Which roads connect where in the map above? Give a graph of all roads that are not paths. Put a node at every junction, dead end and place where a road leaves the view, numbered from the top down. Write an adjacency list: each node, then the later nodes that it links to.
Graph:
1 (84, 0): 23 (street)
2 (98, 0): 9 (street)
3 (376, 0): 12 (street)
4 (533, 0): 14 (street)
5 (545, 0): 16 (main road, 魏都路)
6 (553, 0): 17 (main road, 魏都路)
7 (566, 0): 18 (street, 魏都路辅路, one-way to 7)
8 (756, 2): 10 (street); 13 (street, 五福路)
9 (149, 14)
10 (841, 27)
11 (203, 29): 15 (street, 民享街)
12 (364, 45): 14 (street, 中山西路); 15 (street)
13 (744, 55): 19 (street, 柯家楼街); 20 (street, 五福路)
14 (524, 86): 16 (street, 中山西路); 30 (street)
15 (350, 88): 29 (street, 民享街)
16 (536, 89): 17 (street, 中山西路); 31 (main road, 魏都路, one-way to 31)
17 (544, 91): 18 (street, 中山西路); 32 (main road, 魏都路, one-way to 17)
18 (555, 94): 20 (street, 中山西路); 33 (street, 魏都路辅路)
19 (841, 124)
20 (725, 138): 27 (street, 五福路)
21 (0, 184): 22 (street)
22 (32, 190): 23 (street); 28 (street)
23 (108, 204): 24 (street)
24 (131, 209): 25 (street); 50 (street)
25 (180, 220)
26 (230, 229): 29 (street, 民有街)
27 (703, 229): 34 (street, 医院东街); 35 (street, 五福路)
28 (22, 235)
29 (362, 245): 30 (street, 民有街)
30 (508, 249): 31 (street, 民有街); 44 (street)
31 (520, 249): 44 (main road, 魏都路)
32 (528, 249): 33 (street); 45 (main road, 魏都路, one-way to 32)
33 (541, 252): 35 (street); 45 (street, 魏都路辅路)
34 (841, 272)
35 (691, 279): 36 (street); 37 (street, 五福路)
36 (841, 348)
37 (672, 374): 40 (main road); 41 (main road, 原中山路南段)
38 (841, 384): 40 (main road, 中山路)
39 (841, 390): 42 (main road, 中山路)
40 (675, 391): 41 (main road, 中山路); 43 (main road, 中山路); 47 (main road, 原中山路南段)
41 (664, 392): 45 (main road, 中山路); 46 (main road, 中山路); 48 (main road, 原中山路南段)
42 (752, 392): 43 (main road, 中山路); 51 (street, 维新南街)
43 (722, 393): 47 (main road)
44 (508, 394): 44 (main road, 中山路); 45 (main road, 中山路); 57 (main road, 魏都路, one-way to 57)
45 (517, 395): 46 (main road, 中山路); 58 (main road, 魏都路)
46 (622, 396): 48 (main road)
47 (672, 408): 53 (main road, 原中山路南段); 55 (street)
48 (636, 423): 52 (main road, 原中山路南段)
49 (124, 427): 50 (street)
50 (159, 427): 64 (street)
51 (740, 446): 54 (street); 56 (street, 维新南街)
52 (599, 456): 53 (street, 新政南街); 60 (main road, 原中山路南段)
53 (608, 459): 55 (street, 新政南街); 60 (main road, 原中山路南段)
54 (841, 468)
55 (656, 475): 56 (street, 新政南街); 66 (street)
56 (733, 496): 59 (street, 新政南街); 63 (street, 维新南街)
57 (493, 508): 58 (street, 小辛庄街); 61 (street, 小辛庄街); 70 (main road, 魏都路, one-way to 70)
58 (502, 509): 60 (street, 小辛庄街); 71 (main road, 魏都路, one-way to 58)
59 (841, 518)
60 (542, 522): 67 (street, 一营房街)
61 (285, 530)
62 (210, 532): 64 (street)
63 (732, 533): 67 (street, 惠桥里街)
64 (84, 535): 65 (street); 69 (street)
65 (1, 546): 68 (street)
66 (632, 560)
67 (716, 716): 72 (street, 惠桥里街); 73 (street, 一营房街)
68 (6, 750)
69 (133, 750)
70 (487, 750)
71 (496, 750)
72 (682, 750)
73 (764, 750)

+++

> Work instructions:
Reproduce the records above with every character intact.

> Response below:
Which roads connect where in the map above? Give a graph of all roads that are not paths. Put a node at every junction, dead end and place where a road leaves the view, numbered from the top down. Write an adjacency list: each node, then the later nodes that it links to.
Graph:
1 (84, 0): 23 (street)
2 (98, 0): 9 (street)
3 (376, 0): 12 (street)
4 (533, 0): 14 (street)
5 (545, 0): 16 (main road, 魏都路)
6 (553, 0): 17 (main road, 魏都路)
7 (566, 0): 18 (street, 魏都路辅路, one-way to 7)
8 (756, 2): 10 (street); 13 (street, 五福路)
9 (149, 14)
10 (841, 27)
11 (203, 29): 15 (street, 民享街)
12 (364, 45): 14 (street, 中山西路); 15 (street)
13 (744, 55): 19 (street, 柯家楼街); 20 (street, 五福路)
14 (524, 86): 16 (street, 中山西路); 30 (street)
15 (350, 88): 29 (street, 民享街)
16 (536, 89): 17 (street, 中山西路); 31 (main road, 魏都路, one-way to 31)
17 (544, 91): 18 (street, 中山西路); 32 (main road, 魏都路, one-way to 17)
18 (555, 94): 20 (street, 中山西路); 33 (street, 魏都路辅路)
19 (841, 124)
20 (725, 138): 27 (street, 五福路)
21 (0, 184): 22 (street)
22 (32, 190): 23 (street); 28 (street)
23 (108, 204): 24 (street)
24 (131, 209): 25 (street); 50 (street)
25 (180, 220)
26 (230, 229): 29 (street, 民有街)
27 (703, 229): 34 (street, 医院东街); 35 (street, 五福路)
28 (22, 235)
29 (362, 245): 30 (street, 民有街)
30 (508, 249): 31 (street, 民有街); 44 (street)
31 (520, 249): 44 (main road, 魏都路)
32 (528, 249): 33 (street); 45 (main road, 魏都路, one-way to 32)
33 (541, 252): 35 (street); 45 (street, 魏都路辅路)
34 (841, 272)
35 (691, 279): 36 (street); 37 (street, 五福路)
36 (841, 348)
37 (672, 374): 40 (main road); 41 (main road, 原中山路南段)
38 (841, 384): 40 (main road, 中山路)
39 (841, 390): 42 (main road, 中山路)
40 (675, 391): 41 (main road, 中山路); 43 (main road, 中山路); 47 (main road, 原中山路南段)
41 (664, 392): 45 (main road, 中山路); 46 (main road, 中山路); 48 (main road, 原中山路南段)
42 (752, 392): 43 (main road, 中山路); 51 (street, 维新南街)
43 (722, 393): 47 (main road)
44 (508, 394): 44 (main road, 中山路); 45 (main road, 中山路); 57 (main road, 魏都路, one-way to 57)
45 (517, 395): 46 (main road, 中山路); 58 (main road, 魏都路)
46 (622, 396): 48 (main road)
47 (672, 408): 53 (main road, 原中山路南段); 55 (street)
48 (636, 423): 52 (main road, 原中山路南段)
49 (124, 427): 50 (street)
50 (159, 427): 64 (street)
51 (740, 446): 54 (street); 56 (street, 维新南街)
52 (599, 456): 53 (street, 新政南街); 60 (main road, 原中山路南段)
53 (608, 459): 55 (street, 新政南街); 60 (main road, 原中山路南段)
54 (841, 468)
55 (656, 475): 56 (street, 新政南街); 66 (street)
56 (733, 496): 59 (street, 新政南街); 63 (street, 维新南街)
57 (493, 508): 58 (street, 小辛庄街); 61 (street, 小辛庄街); 70 (main road, 魏都路, one-way to 70)
58 (502, 509): 60 (street, 小辛庄街); 71 (main road, 魏都路, one-way to 58)
59 (841, 518)
60 (542, 522): 67 (street, 一营房街)
61 (285, 530)
62 (210, 532): 64 (street)
63 (732, 533): 67 (street, 惠桥里街)
64 (84, 535): 65 (street); 69 (street)
65 (1, 546): 68 (street)
66 (632, 560)
67 (716, 716): 72 (street, 惠桥里街); 73 (street, 一营房街)
68 (6, 750)
69 (133, 750)
70 (487, 750)
71 (496, 750)
72 (682, 750)
73 (764, 750)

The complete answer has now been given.